The task: Exactly how many lines in this listing contain "Алматинская"? Only the number is needed.

● ● ● ● ●

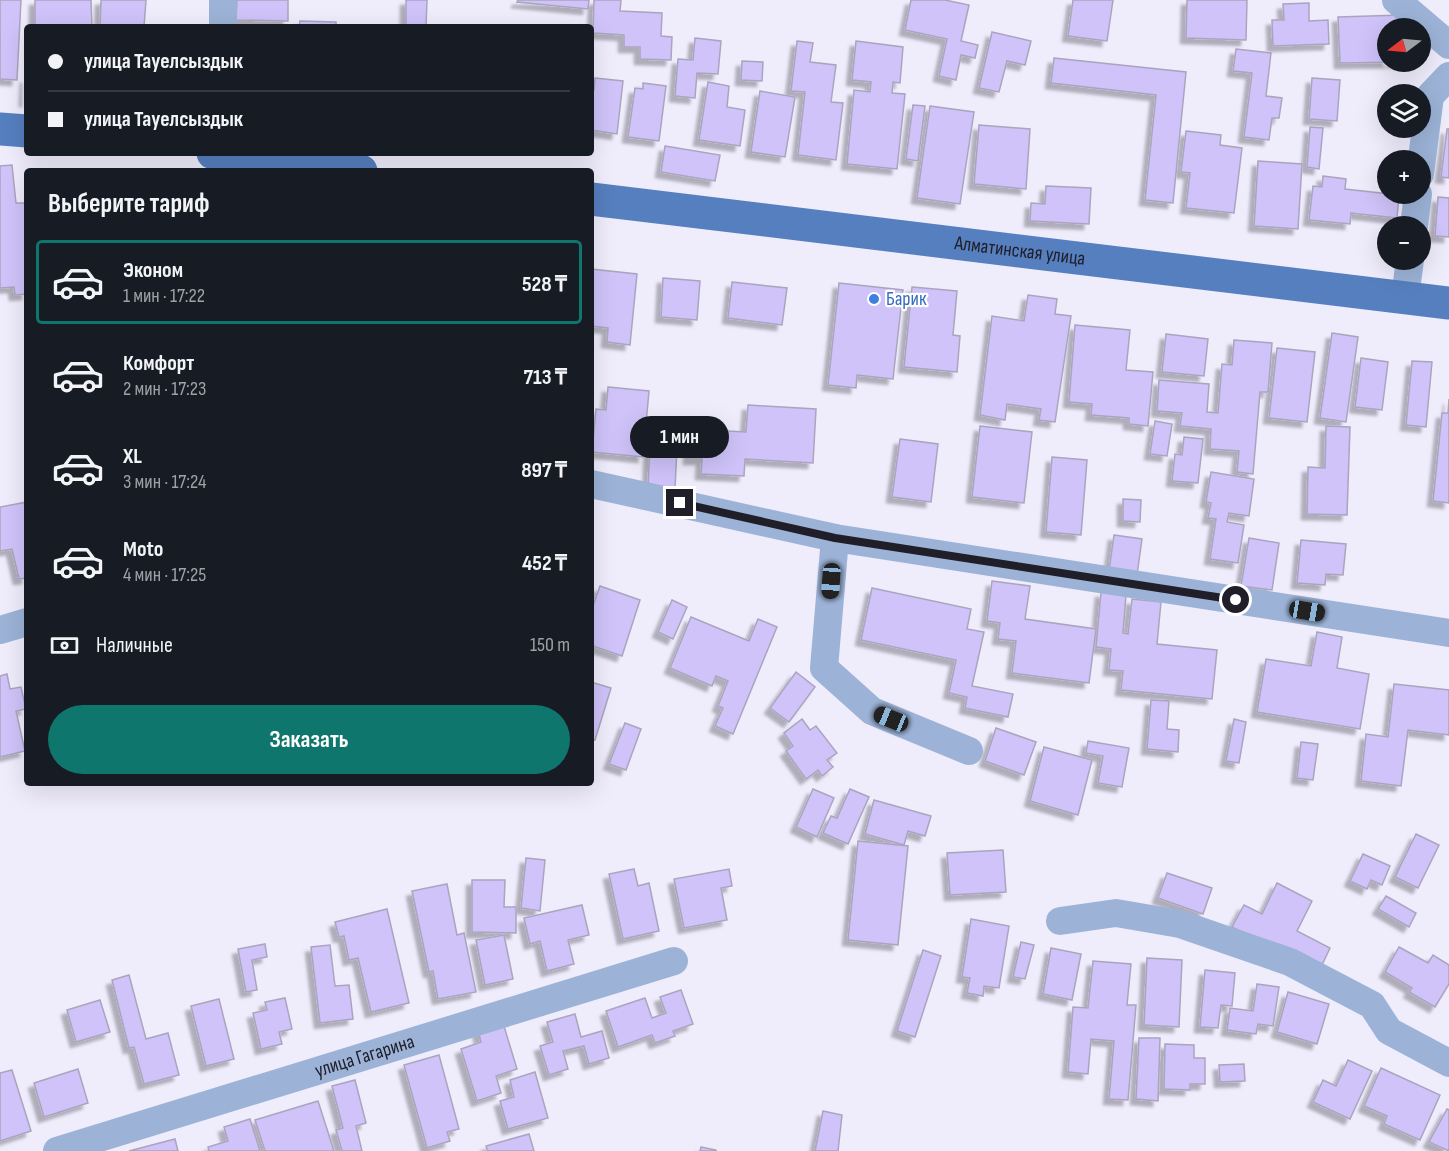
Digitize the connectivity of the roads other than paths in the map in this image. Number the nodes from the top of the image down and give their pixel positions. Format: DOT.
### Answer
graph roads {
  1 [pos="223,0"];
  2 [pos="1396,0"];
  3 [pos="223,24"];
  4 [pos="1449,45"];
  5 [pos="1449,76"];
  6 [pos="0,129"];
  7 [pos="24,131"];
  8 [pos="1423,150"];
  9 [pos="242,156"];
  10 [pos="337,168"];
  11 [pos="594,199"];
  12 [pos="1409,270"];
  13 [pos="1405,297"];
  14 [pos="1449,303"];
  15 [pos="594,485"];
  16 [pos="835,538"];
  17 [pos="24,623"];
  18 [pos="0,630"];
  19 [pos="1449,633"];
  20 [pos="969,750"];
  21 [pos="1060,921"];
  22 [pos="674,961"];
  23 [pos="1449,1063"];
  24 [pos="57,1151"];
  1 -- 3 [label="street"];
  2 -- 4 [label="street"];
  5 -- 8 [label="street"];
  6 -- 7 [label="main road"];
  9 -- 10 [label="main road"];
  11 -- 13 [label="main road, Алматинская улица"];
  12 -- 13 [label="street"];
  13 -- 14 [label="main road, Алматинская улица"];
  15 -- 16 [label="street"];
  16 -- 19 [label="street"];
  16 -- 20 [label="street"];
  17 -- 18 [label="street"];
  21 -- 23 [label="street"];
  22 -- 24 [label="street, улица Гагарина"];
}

● ● ● ● ●

Response to the task: 2